寻了一夜,林冲仍是没寻到徐子凌的消息,眼见天都亮了,便回了府邸。
林冲为人刚直朴忠,不太通人情世故,做了几年教头,也没有经营太多的人际关系。遇到自己解决不了急事,也只能向认识多年的好友陆谦求助。
可当下的情况过于复杂。在他看来,徐子凌应该是躲在了某处,并没有危险,官府没有证据,过得几天这事自然会不了了之。
是以他这次没有求助陆谦,直接回了府中,与茗夏说了情况,随后换上正装,去城西的校场述职去了。
脚下的路还在继续延伸。
茗夏着急徐子凌的情况,见林冲不再作为,便领着月儿去矾楼,准备找青姨帮忙。
两女刚出林府,遇到了两名送货的小厮。一位是送信给徐子凌的,另一位则是送一封信和一个蛐蛐罐给丫鬟月儿的。
茗夏替徐子凌拿了信封,并没有打开,但感受到了其中的厚度,该是夹杂得有银票。
月儿纵然不知道是谁送给她的蛐蛐罐子和信,但还是接了过来,好奇的打开了它。
里面竟是一只蓝青色纵横的蛐蛐。
《哇!又是一只天蓝青诶!》月儿满脸惊喜地看着那只色彩华丽的蛐蛐。
茗夏对此颇为疑惑,将月儿的信封打开,却见里面只有一行字:赠与小丫头顾月儿。落款是某个童字。

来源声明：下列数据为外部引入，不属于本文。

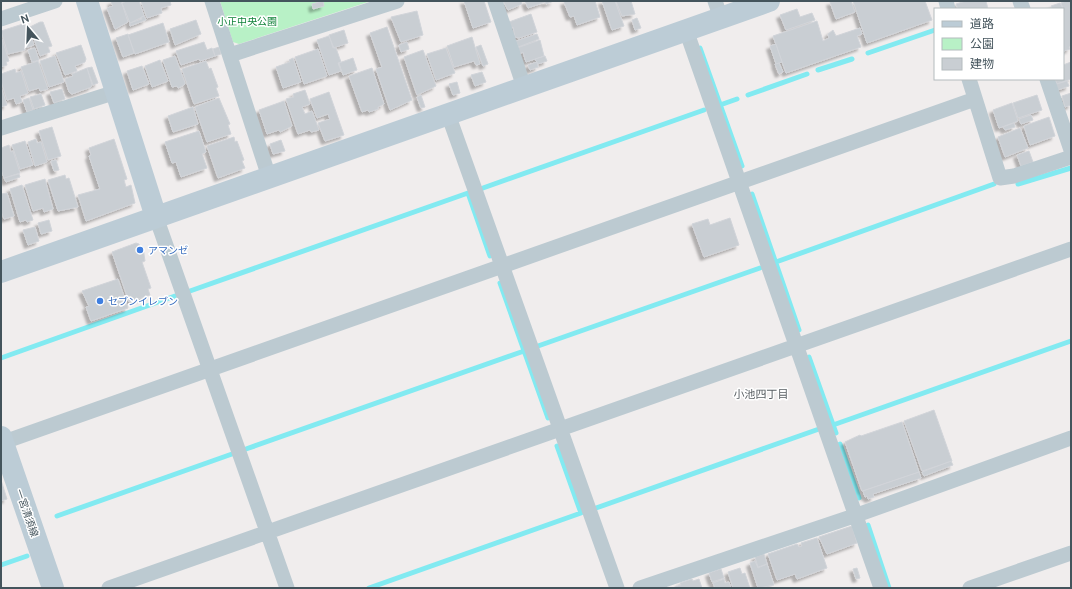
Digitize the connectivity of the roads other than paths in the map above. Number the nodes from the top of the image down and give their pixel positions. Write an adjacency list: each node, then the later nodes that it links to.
1 (56, 1): 8 (street)
2 (86, 1): 14 (street)
3 (212, 1): 10 (street)
4 (397, 1): 10 (street)
5 (495, 1): 13 (street)
6 (769, 1): 7 (street)
7 (718, 9): 9 (street)
8 (1, 19)
9 (686, 30): 13 (street); 21 (street)
10 (230, 55): 20 (street)
11 (969, 80): 15 (street)
12 (1047, 80): 18 (street)
13 (524, 88): 16 (street)
14 (116, 92): 17 (street); 22 (street)
15 (975, 99): 19 (street); 21 (street)
16 (448, 114): 20 (street); 24 (street)
17 (1, 128)
18 (1071, 150)
19 (1071, 157)
20 (269, 177): 22 (street)
21 (740, 182): 24 (street); 26 (street)
22 (156, 217): 25 (street); 27 (street)
23 (1071, 249): 26 (street)
24 (502, 266): 27 (street); 28 (street)
25 (1, 272)
26 (797, 345): 28 (street); 31 (street)
27 (210, 369): 30 (street); 32 (street)
28 (561, 429): 32 (street); 37 (street)
29 (1071, 438): 31 (street)
30 (2, 441): 34 (street, 一宮清須線)
31 (857, 515): 38 (street); 39 (street)
32 (268, 532): 35 (street); 36 (street)
33 (1071, 553): 40 (street)
34 (54, 588)
35 (109, 588)
36 (287, 588)
37 (617, 588)
38 (640, 588)
39 (881, 588)
40 (970, 588)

《月儿,你认识哪个姓童的人啊?怎么送你这么贵重的礼物?》茗夏问道。
丫鬟也看了信封,想起了送她铁弹子的老人。到了此地步,也不再好隐瞒,便与茗夏说了促织大会上的经过。
下文更加精彩
得知前因后果后,茗夏伸手点了点月儿的额头,愁声道:《你啊,你啊,怎么敢随便收别人的东西呢。不认识的人是不会凭白无故送你东西的,你恍然大悟吗?》
清楚茗夏真的生气了,月儿轻微地抱住了她的手,摇晃着言道:《小姐不要生气啦。我也不想要的,是那老爷爷一定要送的嘛,他说我不要就把它们扔了,好可惜的。》
茗夏没好气道:《算了,这件事以后再说,先去找青姨帮忙找子凌。》
月儿抱着罐子连连点头:《好嘞,快走,晚了徐公子就危险了。》说罢迈着小步子,跑了起来。
茗夏无奈一笑,跟了上去。
另同时,李邦彦府邸。
徐子凌拿了镶着金银的肚兜后,就离开了那对瞒着主子通奸的男女。
没有耐心再缓慢地找下去了,他便跃到了房檐之上,抓了一位落单的丫鬟,逼问得知公孙玉所在后,将她打晕放在了一间空房里。
到了门口,为了确保不再出岔子,徐子凌又是在窗纸上糊了个口,看看里面究竟是不是公孙玉。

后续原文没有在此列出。